Sostenere la sanità
con criteri scientifici

Nei precedenti articoli abbiamo suggerito varie iniziative riguardanti la prevenzione, una delle principali modalità per mantenere la sostenibilità del Servizio sanitario nazionale (Ssn), un bene prezioso da preservare a tutti i costi. Un’altra modalità per sostenere il Ssn è quella di spendere le risorse disponibili solo per trattamenti diagnostici, terapeutici e riabilitativi che abbiano una base scientifica.
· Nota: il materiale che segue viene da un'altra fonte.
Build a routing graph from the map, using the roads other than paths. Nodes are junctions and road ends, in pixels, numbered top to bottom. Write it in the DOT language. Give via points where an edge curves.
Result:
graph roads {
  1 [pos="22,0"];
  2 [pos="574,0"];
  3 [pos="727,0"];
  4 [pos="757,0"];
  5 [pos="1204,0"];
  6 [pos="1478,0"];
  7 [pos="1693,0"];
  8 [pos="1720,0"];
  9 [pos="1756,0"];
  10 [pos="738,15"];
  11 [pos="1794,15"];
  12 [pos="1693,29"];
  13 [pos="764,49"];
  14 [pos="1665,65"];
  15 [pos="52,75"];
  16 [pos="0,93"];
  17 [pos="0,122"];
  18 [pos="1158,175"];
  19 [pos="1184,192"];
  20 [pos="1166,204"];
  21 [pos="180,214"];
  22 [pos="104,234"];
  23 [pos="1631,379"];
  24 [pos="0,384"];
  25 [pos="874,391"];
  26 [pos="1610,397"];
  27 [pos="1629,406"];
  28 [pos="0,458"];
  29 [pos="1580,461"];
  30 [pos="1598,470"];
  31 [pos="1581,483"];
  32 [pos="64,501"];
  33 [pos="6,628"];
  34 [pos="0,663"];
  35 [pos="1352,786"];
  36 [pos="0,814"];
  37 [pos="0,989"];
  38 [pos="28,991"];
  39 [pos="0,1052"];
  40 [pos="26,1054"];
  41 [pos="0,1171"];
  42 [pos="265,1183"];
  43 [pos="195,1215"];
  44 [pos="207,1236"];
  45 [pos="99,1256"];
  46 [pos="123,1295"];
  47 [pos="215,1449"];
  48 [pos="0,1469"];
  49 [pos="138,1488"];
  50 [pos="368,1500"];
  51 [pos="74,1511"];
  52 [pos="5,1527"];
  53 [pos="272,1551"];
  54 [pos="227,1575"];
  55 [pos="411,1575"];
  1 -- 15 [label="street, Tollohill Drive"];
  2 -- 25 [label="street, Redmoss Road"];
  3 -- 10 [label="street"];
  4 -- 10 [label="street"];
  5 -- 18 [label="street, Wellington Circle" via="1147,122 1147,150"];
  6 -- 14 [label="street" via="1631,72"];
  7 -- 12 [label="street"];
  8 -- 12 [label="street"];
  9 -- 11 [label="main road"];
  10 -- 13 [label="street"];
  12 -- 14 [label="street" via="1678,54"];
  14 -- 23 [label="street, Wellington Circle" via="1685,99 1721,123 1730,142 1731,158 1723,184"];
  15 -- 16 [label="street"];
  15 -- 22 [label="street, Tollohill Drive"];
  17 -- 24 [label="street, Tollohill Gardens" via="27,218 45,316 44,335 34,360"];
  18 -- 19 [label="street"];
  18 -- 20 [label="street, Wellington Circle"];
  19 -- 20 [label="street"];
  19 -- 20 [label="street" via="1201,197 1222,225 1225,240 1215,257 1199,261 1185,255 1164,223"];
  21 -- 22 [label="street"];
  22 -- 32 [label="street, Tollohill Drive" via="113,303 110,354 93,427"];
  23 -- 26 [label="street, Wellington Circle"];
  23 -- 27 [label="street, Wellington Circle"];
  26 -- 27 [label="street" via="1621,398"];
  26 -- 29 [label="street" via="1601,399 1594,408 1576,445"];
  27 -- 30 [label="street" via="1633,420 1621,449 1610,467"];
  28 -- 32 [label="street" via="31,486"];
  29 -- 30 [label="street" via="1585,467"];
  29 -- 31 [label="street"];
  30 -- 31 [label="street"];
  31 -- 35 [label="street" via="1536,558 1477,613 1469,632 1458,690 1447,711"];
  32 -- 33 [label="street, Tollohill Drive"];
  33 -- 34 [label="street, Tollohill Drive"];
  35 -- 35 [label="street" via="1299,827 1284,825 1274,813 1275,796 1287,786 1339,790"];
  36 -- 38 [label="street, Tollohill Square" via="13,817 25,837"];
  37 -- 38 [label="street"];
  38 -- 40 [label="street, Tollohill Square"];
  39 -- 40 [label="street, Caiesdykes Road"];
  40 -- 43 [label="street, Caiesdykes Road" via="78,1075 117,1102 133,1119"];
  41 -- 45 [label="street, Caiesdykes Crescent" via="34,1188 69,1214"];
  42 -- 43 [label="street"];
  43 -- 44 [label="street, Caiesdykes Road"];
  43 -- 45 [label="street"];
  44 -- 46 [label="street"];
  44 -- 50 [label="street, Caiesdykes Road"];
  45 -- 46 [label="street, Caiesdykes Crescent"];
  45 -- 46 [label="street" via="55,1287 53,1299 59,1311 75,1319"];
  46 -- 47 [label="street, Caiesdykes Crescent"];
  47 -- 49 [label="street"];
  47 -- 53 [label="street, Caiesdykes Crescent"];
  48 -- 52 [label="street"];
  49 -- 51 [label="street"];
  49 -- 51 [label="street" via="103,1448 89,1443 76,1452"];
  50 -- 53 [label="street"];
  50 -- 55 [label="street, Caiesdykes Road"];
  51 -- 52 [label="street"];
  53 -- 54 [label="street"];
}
Ad esempio, è sbagliato continuare a mantenere nei livelli essenziali di assistenza (Lea) il rimborso delle cure termali, che non hanno adeguate documentazioni scientifiche di efficacia.

Sostenere la sanità con criteri scientifici

Fare vacanza in luoghi ameni non può che far bene; ma la relativa spesa non può essere di pertinenza del Ssn, anche se tutto ciò fa parte di una lunga tradizione. Analogamente le Regioni che hanno ospedali dove si trattano i pazienti con terapie alternative rappresentate da estratti di erbe, o che finanziano con fondi del Ssn ambulatori omeopatici per la ginecologia e perfino per l’oncologia, sottraggono risorse che potrebbero essere meglio utilizzate. Se gli estratti vegetali contengono principi attivi, si possono isolare, purificare e sottoporre a studi clinici controllati. L’impiego abbastanza diffuso dell’agopuntura, della ozonoterapia, di tanti strumenti per la riabilitazione, poiché mancano di legittimazione scientifica, rappresentano uno spreco che non permette maggiore disponibilità di servizi che invece sono sicuramente efficaci.